ENatural is a library that provides a number of natural language processing tools to assist in analyzing and parsing NLP data.
The Ngram tool is used to produce a structure of data for analyzing word succession. The supported functions are:
iex> Ngram.unigram("Produces a unigram")
iex> [["Produces"], ["a"], ["unigram"]]
You can also provide any of the functions with a list:
iex> unigram(["Produces", "a", "unigram"])
iex> [["produces"], ["a"], ["unigram"]]
Other functions are:
iex> Ngram.bigram("one two three four")
iex> [["one", "two"], ["two", "three"], ["three", "four"]]
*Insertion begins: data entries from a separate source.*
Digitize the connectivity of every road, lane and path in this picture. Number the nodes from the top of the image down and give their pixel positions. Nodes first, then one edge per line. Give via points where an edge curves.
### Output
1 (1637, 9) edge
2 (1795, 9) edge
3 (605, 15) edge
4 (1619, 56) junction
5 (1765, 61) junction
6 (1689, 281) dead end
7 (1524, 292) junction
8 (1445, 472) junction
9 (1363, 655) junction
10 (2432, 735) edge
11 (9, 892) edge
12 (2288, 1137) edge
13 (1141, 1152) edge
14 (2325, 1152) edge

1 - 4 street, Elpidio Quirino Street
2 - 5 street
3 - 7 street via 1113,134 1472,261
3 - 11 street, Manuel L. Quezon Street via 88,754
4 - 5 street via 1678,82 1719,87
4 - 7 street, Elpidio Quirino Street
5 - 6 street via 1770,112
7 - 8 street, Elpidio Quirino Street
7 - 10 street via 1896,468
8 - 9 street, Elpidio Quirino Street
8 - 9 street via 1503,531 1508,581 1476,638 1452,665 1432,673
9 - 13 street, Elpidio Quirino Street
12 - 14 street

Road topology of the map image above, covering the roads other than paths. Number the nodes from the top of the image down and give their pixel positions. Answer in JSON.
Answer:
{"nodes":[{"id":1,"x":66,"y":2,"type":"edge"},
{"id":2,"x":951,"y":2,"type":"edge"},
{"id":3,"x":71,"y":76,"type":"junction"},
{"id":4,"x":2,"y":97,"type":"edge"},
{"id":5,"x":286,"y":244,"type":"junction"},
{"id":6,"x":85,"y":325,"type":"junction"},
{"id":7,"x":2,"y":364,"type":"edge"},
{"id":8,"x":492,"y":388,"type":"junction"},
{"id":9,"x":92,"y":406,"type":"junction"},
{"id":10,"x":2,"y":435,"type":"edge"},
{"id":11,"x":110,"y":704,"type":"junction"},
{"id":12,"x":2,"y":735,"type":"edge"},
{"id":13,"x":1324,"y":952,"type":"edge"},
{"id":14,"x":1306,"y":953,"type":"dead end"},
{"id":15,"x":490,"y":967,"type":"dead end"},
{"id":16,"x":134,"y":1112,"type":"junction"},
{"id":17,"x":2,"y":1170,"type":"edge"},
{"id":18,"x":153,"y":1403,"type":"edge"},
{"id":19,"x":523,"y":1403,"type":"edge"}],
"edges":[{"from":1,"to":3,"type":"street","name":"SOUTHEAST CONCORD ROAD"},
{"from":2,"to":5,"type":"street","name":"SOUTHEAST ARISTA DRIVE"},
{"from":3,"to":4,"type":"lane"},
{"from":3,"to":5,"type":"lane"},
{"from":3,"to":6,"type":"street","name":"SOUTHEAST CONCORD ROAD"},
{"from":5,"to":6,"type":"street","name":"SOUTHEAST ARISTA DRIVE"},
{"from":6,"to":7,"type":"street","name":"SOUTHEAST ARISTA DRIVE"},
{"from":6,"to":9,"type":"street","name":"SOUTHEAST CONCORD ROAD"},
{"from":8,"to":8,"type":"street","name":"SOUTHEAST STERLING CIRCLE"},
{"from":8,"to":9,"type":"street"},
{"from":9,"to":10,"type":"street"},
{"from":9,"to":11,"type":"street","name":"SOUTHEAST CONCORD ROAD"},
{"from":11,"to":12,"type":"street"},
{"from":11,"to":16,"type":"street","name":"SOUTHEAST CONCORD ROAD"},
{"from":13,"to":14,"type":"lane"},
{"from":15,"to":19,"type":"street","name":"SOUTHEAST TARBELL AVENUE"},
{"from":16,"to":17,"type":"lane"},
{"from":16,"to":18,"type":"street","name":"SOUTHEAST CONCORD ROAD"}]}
iex> Ngram.trigram("one two three four")
iex> [["one", "two", "three"], ["two", "three", "four"]]
iex> Ngram.quadgram("one two three four five")
iex> [["one", "two", "three", "four"], ["two", "three", "four", "five"]]
iex> ngram("one two three four", 2)
iex> [["one", "two"], ["two", "three"], ["three", "four"]]
The tokenizer is useful for recognizing string patterns and replacing them with generic counterparts to make frequency analysis and decision trees easier. Similar to Ngram, the transform method also accepts a string for the first argument.
iex> data = ["I", "love", "the", "United", "States", "of", "America"]
iex> training_set = [{"United States of America", ["United", "States", "of", "America"]}, {"doctor", ["dr."]}]
iex> transform(data, training_set)
iex> ["I", "love", "the", "United States of America"]
Notice "United States of America" as its own index in the array.
The stemmer removes unwanted patterns. A custom list of regexes can be provided, otherwise the standard stemmer can be used to convert plural or posessive nouns into their singular counterparts.
iex> data = "Show me all of jakes and joes tasks"
iex> stem_standard(data)
["Show", "me", "all", "of", "jake", "and", "joe", "task"]
iex> data = "Show me all of jakes and joes tasks"
iex> regexes = [{"ss", "sses$"}, {"i", "ies$"}, {"ss", "ss$"}, {"", "s$"}]
iex> stem(data, regexes)
["Show", "me", "all", "of", "jake", "and", "joe", "task"]